## The records

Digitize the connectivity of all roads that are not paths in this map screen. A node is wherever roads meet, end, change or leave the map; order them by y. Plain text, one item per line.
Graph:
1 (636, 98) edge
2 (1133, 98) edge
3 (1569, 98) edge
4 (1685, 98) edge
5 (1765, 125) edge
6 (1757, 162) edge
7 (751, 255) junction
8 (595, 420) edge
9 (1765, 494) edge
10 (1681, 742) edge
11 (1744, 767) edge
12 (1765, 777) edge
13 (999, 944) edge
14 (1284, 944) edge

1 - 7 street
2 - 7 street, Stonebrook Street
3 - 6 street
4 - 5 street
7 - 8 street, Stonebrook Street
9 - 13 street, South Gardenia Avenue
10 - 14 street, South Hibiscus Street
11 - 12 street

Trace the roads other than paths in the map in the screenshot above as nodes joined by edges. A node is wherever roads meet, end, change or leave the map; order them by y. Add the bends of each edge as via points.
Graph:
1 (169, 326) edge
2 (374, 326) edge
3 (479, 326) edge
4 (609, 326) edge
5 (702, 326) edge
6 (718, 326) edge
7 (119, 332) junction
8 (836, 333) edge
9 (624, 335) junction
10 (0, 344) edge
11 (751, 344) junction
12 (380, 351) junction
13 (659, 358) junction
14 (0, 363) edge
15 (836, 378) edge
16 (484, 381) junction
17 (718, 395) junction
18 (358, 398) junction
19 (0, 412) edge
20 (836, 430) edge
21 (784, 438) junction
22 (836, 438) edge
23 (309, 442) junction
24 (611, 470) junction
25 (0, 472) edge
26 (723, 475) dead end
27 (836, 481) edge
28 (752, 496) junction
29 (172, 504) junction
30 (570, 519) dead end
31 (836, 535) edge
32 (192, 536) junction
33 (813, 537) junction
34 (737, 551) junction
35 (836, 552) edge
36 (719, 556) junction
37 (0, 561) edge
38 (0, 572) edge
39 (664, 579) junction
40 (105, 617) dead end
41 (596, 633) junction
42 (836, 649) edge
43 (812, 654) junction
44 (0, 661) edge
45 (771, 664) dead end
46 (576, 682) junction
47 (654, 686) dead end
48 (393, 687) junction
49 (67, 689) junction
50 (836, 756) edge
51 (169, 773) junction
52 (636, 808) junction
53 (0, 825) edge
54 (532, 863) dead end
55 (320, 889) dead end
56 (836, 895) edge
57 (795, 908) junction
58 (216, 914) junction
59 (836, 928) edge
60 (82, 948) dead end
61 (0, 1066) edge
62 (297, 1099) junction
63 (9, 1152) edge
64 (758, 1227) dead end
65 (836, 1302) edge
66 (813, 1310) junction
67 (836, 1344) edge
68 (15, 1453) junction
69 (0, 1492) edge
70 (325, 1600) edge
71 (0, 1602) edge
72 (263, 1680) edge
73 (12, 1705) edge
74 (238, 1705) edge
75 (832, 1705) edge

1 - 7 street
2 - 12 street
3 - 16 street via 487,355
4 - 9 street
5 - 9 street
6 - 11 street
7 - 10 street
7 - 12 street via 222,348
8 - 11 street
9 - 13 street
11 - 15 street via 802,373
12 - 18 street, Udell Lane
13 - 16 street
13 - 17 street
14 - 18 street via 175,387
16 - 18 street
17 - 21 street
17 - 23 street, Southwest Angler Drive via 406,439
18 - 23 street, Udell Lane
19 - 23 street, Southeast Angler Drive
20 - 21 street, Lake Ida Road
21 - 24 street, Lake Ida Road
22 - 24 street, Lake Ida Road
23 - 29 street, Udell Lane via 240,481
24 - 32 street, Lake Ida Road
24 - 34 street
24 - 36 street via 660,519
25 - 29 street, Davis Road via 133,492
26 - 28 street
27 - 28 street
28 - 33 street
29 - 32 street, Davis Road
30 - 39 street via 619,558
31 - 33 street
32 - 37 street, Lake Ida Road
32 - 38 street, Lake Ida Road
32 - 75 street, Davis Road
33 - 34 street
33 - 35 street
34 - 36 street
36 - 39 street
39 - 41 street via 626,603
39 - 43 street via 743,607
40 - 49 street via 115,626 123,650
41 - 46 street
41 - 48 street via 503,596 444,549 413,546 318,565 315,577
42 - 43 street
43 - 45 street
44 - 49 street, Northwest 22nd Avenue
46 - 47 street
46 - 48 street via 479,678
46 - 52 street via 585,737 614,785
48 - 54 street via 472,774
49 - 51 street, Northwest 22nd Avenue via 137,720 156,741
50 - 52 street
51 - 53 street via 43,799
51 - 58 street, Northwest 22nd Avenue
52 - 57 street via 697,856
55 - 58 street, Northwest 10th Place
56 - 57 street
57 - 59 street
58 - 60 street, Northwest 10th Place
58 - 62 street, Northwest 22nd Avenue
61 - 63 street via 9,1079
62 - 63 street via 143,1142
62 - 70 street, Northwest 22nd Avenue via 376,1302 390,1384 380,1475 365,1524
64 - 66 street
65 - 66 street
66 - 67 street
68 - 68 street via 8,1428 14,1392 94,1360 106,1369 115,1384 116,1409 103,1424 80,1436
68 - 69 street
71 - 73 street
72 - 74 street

## Work to be completed
Using the listing above, gather each line that holds the string "Angler" and copy it.

## Answer to this task
17 - 23 street, Southwest Angler Drive via 406,439
19 - 23 street, Southeast Angler Drive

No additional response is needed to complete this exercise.